### [Saved data entries]

=== Begin Enclosure ===

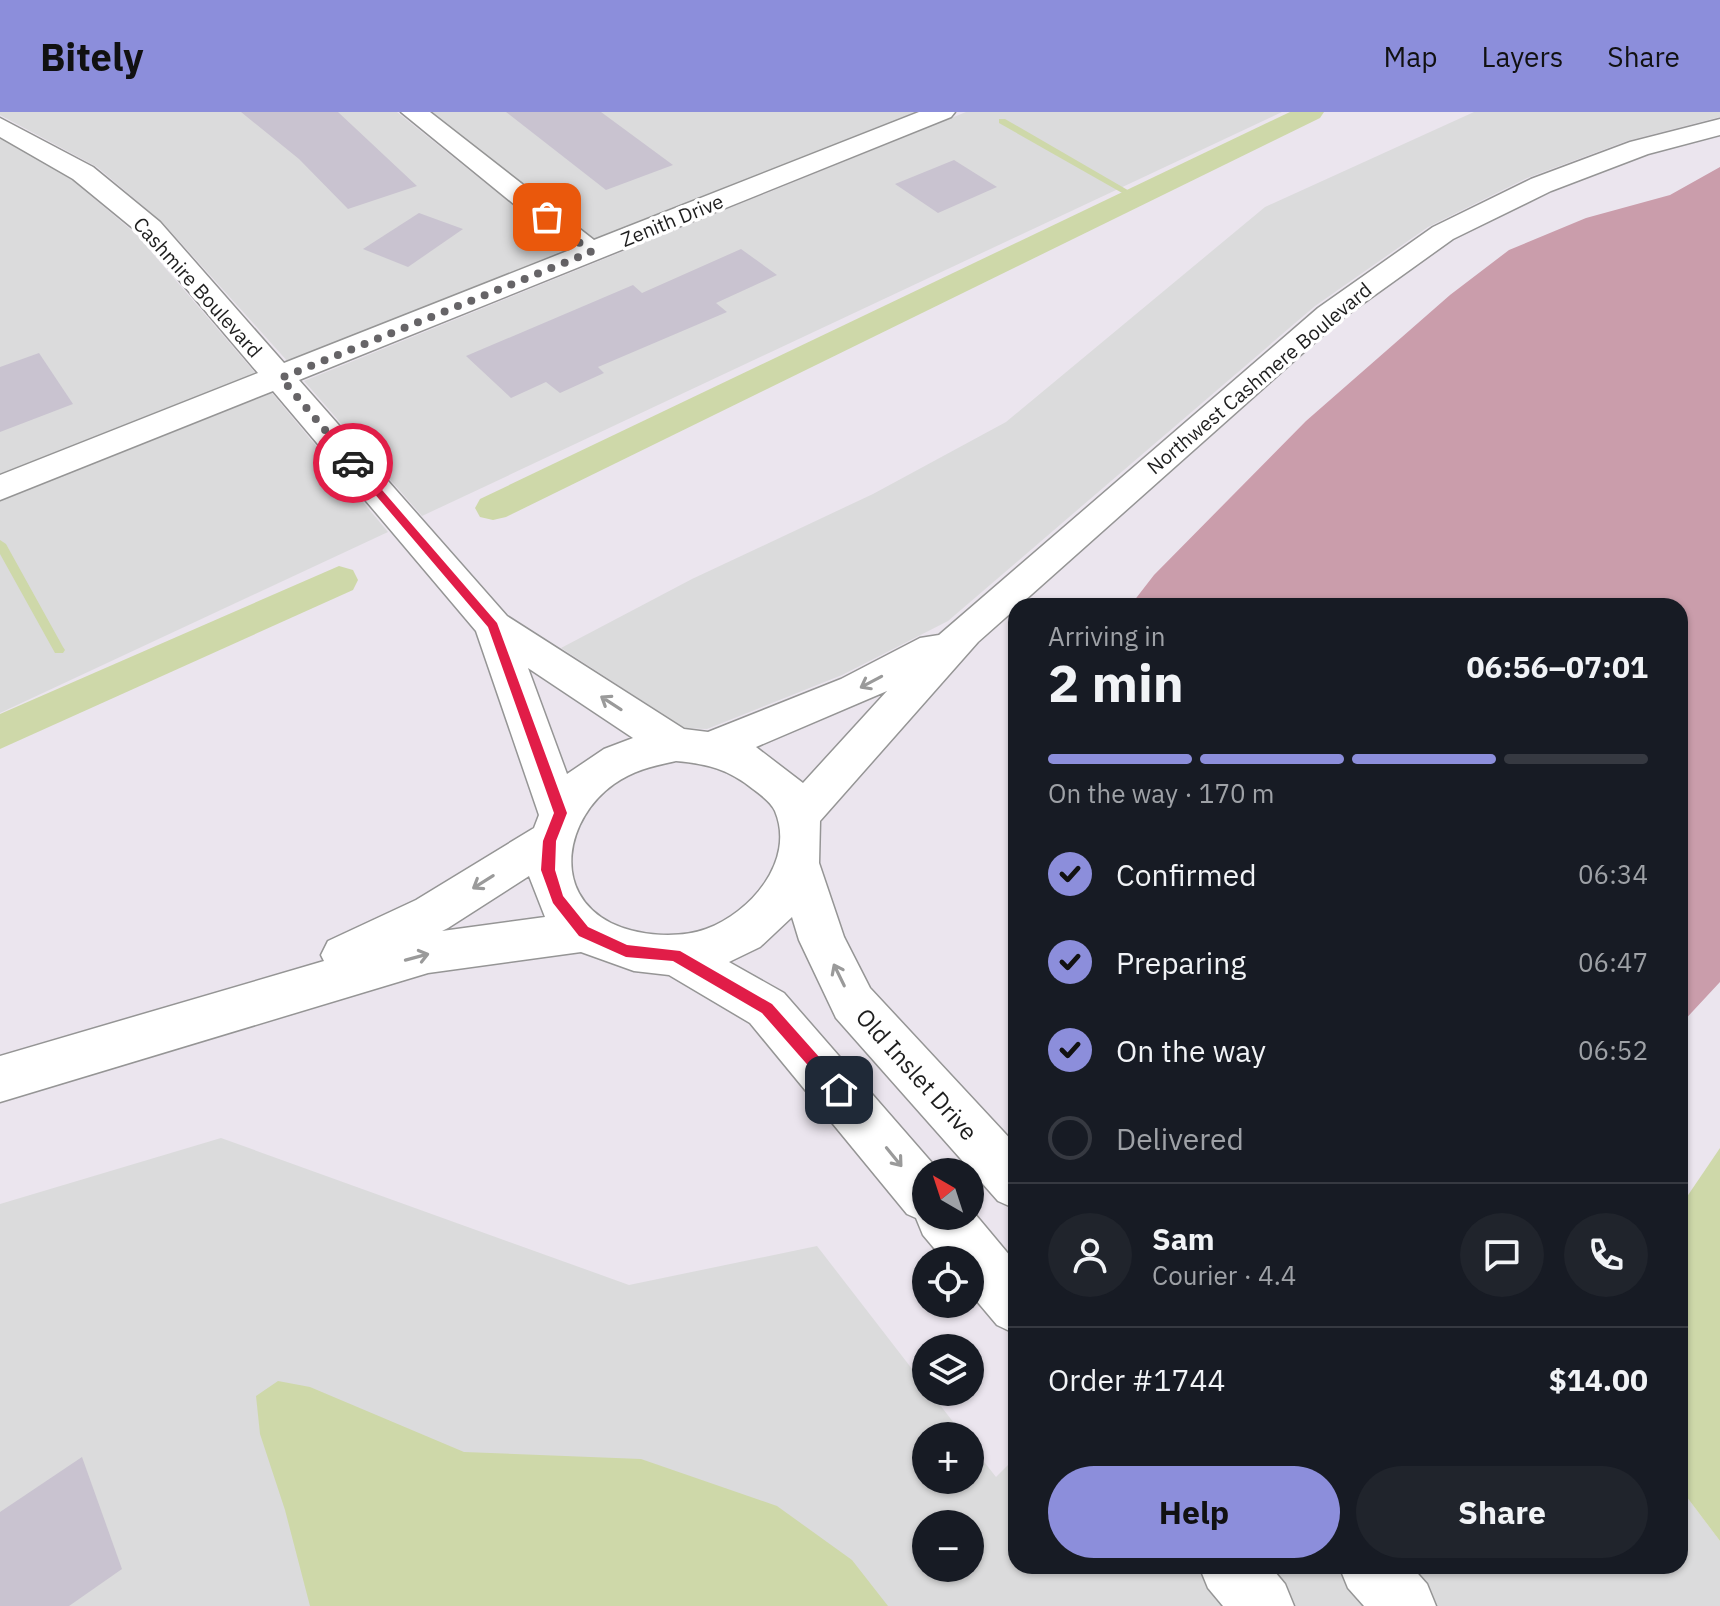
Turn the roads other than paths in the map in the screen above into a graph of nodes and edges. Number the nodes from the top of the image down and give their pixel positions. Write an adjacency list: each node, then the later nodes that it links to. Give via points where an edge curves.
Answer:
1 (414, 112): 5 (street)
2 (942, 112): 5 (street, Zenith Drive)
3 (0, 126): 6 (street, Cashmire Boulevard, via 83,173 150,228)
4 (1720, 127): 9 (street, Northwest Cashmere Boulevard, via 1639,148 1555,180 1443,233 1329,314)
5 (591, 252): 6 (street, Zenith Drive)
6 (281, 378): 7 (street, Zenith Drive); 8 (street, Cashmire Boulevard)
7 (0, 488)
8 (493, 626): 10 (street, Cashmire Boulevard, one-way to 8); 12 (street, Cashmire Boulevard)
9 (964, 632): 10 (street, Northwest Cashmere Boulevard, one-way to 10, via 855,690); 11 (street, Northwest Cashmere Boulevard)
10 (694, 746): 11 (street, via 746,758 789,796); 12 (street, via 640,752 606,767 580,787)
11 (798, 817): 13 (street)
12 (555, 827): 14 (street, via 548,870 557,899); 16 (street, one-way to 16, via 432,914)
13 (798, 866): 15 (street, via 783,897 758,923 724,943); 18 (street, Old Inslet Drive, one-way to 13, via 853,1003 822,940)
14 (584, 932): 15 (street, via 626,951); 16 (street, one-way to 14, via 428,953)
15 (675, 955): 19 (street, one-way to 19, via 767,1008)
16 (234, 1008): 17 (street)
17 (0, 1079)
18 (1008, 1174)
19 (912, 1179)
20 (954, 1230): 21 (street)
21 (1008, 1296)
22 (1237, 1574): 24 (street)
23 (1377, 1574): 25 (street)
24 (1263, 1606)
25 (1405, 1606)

=== End Enclosure ===
=== Begin Enclosure ===

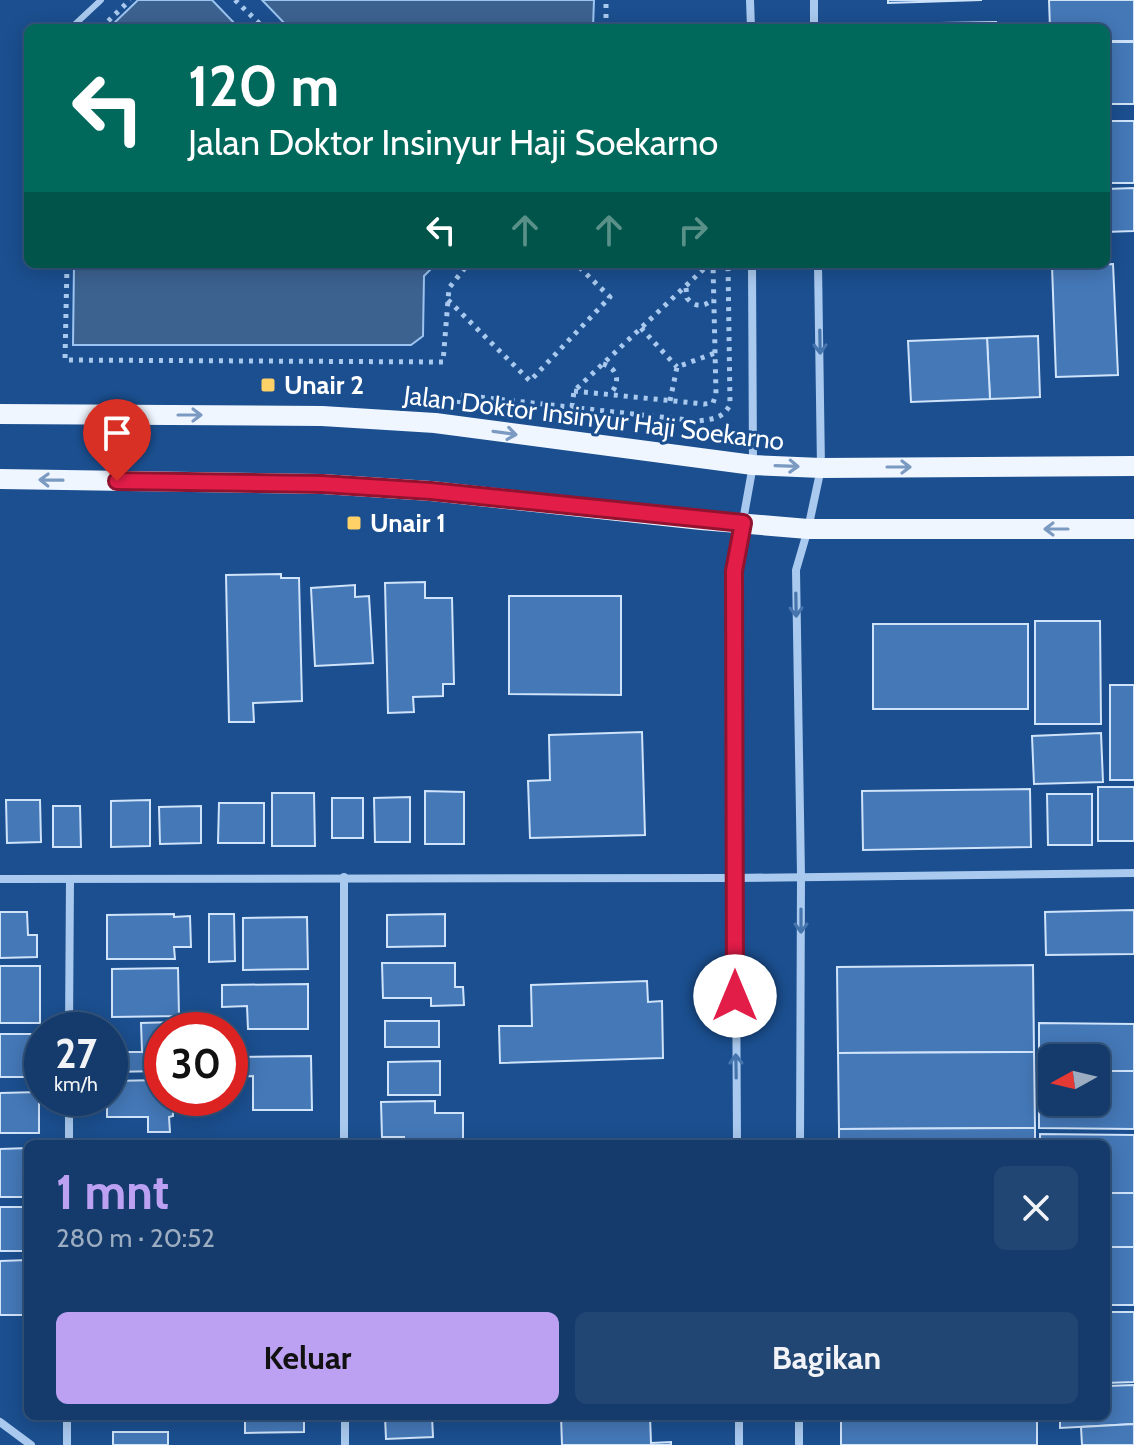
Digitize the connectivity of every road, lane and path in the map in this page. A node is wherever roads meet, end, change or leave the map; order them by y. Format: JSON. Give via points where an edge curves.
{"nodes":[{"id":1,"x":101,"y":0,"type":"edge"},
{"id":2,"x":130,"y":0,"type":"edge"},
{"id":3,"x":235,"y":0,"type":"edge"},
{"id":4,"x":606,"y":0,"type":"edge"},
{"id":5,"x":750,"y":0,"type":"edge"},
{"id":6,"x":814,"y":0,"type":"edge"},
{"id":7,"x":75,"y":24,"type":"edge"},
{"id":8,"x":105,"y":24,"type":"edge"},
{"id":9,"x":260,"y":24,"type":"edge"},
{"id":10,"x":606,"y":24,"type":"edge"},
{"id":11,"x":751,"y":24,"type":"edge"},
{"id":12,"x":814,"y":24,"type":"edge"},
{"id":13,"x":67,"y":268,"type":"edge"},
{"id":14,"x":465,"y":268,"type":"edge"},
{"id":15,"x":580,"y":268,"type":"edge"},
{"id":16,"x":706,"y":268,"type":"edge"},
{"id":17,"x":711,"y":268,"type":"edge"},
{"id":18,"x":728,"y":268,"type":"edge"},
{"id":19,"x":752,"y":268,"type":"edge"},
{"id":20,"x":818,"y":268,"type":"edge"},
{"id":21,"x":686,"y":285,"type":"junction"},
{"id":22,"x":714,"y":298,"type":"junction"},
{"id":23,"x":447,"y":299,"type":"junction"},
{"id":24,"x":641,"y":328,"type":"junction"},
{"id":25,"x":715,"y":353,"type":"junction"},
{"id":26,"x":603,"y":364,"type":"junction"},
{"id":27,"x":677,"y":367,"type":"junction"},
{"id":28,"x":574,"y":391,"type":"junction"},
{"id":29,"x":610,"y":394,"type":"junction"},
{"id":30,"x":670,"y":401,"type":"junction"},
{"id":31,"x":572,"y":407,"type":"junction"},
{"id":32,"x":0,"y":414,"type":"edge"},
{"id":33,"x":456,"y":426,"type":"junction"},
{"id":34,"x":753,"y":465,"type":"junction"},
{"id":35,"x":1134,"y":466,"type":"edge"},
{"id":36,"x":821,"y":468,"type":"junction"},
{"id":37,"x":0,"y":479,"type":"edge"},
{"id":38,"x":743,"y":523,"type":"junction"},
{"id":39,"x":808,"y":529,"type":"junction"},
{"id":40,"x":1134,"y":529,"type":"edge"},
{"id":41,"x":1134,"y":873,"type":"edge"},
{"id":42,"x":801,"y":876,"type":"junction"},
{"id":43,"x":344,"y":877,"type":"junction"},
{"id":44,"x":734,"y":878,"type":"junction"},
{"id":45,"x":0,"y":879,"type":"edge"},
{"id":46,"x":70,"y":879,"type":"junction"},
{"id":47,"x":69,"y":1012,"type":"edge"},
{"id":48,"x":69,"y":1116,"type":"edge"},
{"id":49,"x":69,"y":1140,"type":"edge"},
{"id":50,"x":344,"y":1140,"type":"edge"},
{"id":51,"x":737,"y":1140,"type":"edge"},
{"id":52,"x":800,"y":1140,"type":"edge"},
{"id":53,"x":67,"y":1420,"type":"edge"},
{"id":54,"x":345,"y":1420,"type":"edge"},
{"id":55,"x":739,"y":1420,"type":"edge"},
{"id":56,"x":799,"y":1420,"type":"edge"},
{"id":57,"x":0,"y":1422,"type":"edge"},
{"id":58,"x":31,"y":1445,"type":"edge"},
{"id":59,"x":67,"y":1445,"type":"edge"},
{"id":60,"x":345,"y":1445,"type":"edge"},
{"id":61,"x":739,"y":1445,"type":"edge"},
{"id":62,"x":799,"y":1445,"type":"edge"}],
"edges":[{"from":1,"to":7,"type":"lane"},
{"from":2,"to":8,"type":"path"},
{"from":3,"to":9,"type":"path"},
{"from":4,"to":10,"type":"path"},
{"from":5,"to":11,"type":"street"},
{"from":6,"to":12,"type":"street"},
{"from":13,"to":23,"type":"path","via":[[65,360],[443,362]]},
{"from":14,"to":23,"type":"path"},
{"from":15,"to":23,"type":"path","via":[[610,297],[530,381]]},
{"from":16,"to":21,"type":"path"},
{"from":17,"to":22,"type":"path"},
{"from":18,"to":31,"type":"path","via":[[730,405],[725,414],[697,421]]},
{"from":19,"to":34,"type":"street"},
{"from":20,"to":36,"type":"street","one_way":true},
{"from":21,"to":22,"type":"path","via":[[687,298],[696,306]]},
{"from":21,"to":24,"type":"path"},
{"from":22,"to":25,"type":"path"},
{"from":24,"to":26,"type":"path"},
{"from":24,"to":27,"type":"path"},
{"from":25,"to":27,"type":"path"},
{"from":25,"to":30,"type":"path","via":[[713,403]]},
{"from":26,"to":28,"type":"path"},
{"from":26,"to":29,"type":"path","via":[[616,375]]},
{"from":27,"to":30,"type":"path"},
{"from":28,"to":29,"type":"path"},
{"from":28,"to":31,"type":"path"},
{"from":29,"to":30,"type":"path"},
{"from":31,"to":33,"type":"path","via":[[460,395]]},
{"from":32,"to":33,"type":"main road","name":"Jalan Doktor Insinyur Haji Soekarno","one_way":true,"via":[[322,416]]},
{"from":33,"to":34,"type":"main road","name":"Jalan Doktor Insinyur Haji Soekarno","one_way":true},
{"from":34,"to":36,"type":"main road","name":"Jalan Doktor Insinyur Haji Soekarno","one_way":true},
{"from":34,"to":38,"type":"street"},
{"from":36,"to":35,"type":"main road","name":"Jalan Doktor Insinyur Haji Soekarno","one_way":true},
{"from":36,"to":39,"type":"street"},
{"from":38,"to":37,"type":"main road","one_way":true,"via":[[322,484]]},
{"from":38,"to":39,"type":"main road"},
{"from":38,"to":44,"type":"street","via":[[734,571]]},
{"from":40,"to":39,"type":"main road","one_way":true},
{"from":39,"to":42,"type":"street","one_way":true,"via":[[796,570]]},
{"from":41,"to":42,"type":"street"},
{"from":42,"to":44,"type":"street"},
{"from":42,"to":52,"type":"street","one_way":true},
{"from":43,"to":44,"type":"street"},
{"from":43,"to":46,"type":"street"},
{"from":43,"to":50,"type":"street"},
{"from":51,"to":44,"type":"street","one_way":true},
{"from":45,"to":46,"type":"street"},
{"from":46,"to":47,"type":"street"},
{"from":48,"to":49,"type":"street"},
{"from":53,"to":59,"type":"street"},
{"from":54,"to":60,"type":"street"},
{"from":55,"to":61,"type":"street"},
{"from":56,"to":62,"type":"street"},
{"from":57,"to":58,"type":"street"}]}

=== End Enclosure ===
=== Begin Enclosure ===

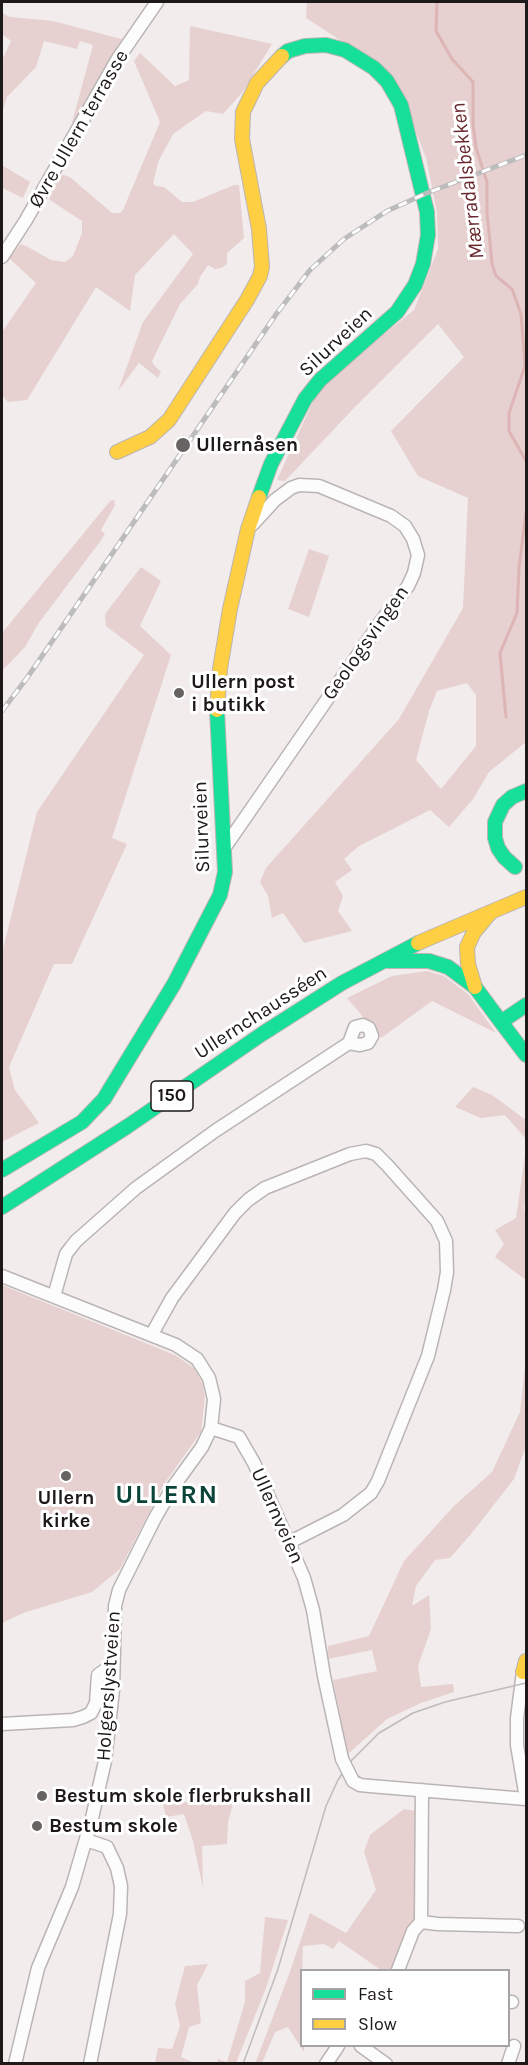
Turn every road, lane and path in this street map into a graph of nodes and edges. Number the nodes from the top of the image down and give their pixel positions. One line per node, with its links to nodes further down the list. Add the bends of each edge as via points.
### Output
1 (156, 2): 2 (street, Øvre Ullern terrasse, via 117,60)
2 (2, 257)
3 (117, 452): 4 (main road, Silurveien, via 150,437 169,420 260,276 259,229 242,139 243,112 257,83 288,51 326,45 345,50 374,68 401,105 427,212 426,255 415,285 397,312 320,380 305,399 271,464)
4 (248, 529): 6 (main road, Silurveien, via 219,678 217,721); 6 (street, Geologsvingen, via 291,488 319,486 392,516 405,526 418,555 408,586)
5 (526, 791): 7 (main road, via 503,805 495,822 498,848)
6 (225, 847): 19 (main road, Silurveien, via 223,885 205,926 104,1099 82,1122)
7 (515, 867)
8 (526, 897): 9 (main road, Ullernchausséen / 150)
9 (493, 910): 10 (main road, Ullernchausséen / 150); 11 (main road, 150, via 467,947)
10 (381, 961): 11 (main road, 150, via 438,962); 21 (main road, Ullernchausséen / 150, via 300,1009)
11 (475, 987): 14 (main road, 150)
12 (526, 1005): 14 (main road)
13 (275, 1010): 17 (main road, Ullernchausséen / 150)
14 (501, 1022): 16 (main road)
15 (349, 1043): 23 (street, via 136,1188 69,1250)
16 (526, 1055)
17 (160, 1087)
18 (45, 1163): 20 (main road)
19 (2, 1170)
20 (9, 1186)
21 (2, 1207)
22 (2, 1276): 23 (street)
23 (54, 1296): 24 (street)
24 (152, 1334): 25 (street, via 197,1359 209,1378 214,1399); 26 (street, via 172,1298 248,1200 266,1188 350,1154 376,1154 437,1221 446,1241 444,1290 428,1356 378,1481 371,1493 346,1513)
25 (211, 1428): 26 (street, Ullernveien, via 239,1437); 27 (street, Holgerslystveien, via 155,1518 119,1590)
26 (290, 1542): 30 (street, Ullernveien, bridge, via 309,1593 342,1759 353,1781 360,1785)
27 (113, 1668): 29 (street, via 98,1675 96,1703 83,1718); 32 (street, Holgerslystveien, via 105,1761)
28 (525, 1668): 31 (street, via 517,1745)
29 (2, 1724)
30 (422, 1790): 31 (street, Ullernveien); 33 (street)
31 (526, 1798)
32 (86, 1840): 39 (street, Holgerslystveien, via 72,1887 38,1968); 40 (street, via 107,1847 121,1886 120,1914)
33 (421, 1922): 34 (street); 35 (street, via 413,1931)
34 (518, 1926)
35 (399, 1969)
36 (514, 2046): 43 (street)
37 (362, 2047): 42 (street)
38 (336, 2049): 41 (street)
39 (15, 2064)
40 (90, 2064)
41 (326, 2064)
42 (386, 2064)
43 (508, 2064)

=== End Enclosure ===

### [YOUR INSTRUCTIONS]
In the entries above, find each line with the word "image" and copy it.

### [ANSWER TO THE EXERCISE]
Turn the roads other than paths in the map in the screen above into a graph of nodes and edges. Number the nodes from the top of the image down and give their pixel positions. Write an adjacency list: each node, then the later nodes that it links to. Give via points where an edge curves.
Turn every road, lane and path in this street map into a graph of nodes and edges. Number the nodes from the top of the image down and give their pixel positions. One line per node, with its links to nodes further down the list. Add the bends of each edge as via points.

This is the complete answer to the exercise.